Trinets encode orchard phylogenetic networks

TL;DR

This paper demonstrates that trinets uniquely encode rooted binary orchard networks and provides a polynomial-time algorithm for reconstructing such networks from their trinets.

Contribution

It establishes that trinets are sufficient to encode rooted binary orchard networks and introduces a polynomial-time reconstruction algorithm.

Findings

Trinets encode rooted binary orchard networks.

A polynomial-time algorithm reconstructs networks from trinets.

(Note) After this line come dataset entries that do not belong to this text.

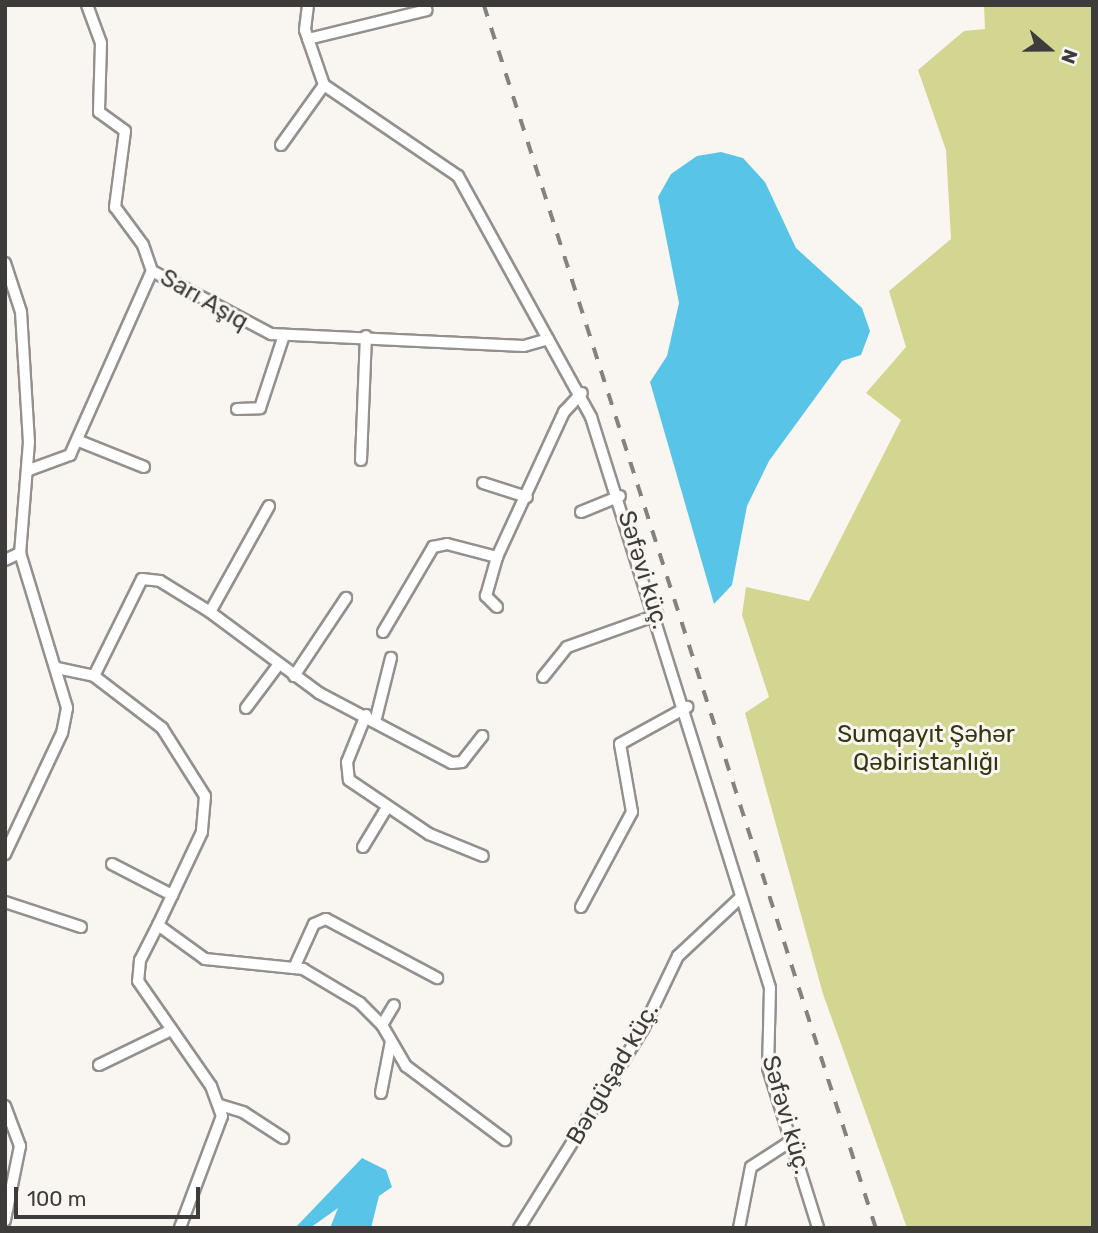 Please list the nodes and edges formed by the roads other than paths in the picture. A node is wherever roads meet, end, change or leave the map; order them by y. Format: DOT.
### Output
graph roads {
  1 [pos="87,5"];
  2 [pos="308,5"];
  3 [pos="426,10"];
  4 [pos="308,39"];
  5 [pos="324,85"];
  6 [pos="281,145"];
  7 [pos="5,263"];
  8 [pos="152,271"];
  9 [pos="16,286"];
  10 [pos="5,293"];
  11 [pos="284,335"];
  12 [pos="366,336"];
  13 [pos="548,338"];
  14 [pos="582,393"];
  15 [pos="237,409"];
  16 [pos="79,441"];
  17 [pos="361,460"];
  18 [pos="144,467"];
  19 [pos="29,470"];
  20 [pos="484,483"];
  21 [pos="620,496"];
  22 [pos="527,497"];
  23 [pos="269,506"];
  24 [pos="581,512"];
  25 [pos="20,553"];
  26 [pos="497,557"];
  27 [pos="5,560"];
  28 [pos="346,598"];
  29 [pos="497,607"];
  30 [pos="210,612"];
  31 [pos="657,615"];
  32 [pos="383,632"];
  33 [pos="391,658"];
  34 [pos="279,664"];
  35 [pos="57,668"];
  36 [pos="94,676"];
  37 [pos="294,676"];
  38 [pos="543,677"];
  39 [pos="687,707"];
  40 [pos="246,708"];
  41 [pos="371,717"];
  42 [pos="482,736"];
  43 [pos="386,809"];
  44 [pos="363,847"];
  45 [pos="5,854"];
  46 [pos="483,856"];
  47 [pos="112,864"];
  48 [pos="172,895"];
  49 [pos="741,897"];
  50 [pos="5,902"];
  51 [pos="581,906"];
  52 [pos="158,925"];
  53 [pos="81,927"];
  54 [pos="294,968"];
  55 [pos="437,978"];
  56 [pos="394,1005"];
  57 [pos="382,1025"];
  58 [pos="169,1031"];
  59 [pos="391,1041"];
  60 [pos="99,1065"];
  61 [pos="381,1093"];
  62 [pos="220,1105"];
  63 [pos="5,1106"];
  64 [pos="283,1138"];
  65 [pos="505,1140"];
  66 [pos="791,1141"];
  67 [pos="5,1165"];
  68 [pos="18,1169"];
  69 [pos="5,1220"];
  70 [pos="180,1228"];
  71 [pos="519,1228"];
  72 [pos="739,1228"];
  73 [pos="818,1228"];
  1 -- 8 [label="street, Sarı Aşıq"];
  2 -- 4 [label="street"];
  3 -- 4 [label="street"];
  4 -- 5 [label="street"];
  5 -- 6 [label="street"];
  5 -- 13 [label="street, Səfəvi küç."];
  7 -- 9 [label="street"];
  8 -- 11 [label="street, Sarı Aşıq"];
  8 -- 16 [label="street"];
  9 -- 10 [label="street"];
  9 -- 19 [label="street"];
  11 -- 12 [label="street, Sarı Aşıq"];
  11 -- 15 [label="street"];
  12 -- 13 [label="street, Sarı Aşıq"];
  12 -- 17 [label="street"];
  13 -- 14 [label="street, Səfəvi küç."];
  14 -- 21 [label="street, Səfəvi küç."];
  14 -- 22 [label="street"];
  16 -- 18 [label="street"];
  16 -- 19 [label="street"];
  19 -- 25 [label="street"];
  20 -- 22 [label="street"];
  21 -- 24 [label="street"];
  21 -- 31 [label="street, Səfəvi küç."];
  22 -- 26 [label="street"];
  23 -- 30 [label="street"];
  25 -- 27 [label="street"];
  25 -- 35 [label="street"];
  26 -- 29 [label="street"];
  26 -- 32 [label="street"];
  28 -- 37 [label="street"];
  30 -- 34 [label="street"];
  30 -- 36 [label="street"];
  31 -- 38 [label="street"];
  31 -- 39 [label="street, Səfəvi küç."];
  33 -- 41 [label="street"];
  34 -- 37 [label="street"];
  34 -- 40 [label="street"];
  35 -- 36 [label="street"];
  35 -- 45 [label="street"];
  36 -- 48 [label="street"];
  37 -- 41 [label="street"];
  39 -- 49 [label="street, Səfəvi küç."];
  39 -- 51 [label="street"];
  41 -- 42 [label="street"];
  41 -- 43 [label="street"];
  43 -- 44 [label="street"];
  43 -- 46 [label="street"];
  47 -- 48 [label="street"];
  48 -- 52 [label="street"];
  49 -- 66 [label="street, Səfəvi küç."];
  49 -- 71 [label="street, Bərgüşad küç."];
  50 -- 53 [label="street"];
  52 -- 54 [label="street"];
  52 -- 58 [label="street"];
  54 -- 55 [label="street"];
  54 -- 57 [label="street"];
  56 -- 57 [label="street"];
  57 -- 59 [label="street"];
  58 -- 60 [label="street"];
  58 -- 62 [label="street"];
  59 -- 61 [label="street"];
  59 -- 65 [label="street"];
  62 -- 64 [label="street"];
  62 -- 70 [label="street"];
  63 -- 68 [label="street"];
  66 -- 72 [label="street"];
  66 -- 73 [label="street, Səfəvi küç."];
  67 -- 68 [label="street"];
  68 -- 69 [label="street"];
}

Answers affirmatively to polynomial reconstruction from trinets.

Abstract

Rooted triples, rooted binary phylogenetic trees on three leaves, are sufficient to encode rooted binary phylogenetic trees. That is, if $\mathcal T$ and $\mathcal T'$ are rooted binary phylogenetic $X$-trees that infers the same set of rooted triples, then $\mathcal T$ and $\mathcal T'$ are isomorphic. However, in general, this sufficiency does not extend to rooted binary phylogenetic networks. In this paper, we show that trinets, phylogenetic network analogues of rooted triples, are sufficient to encode rooted binary orchard networks. Rooted binary orchard networks naturally generalise rooted binary tree-child networks. Moreover, we present a polynomial-time algorithm for building a rooted binary orchard network from its set of trinets. As a consequence, this algorithm affirmatively answers a previously-posed question of whether there is a polynomial-time algorithm for building a rooted binary tree-child network from the set of trinets it infers.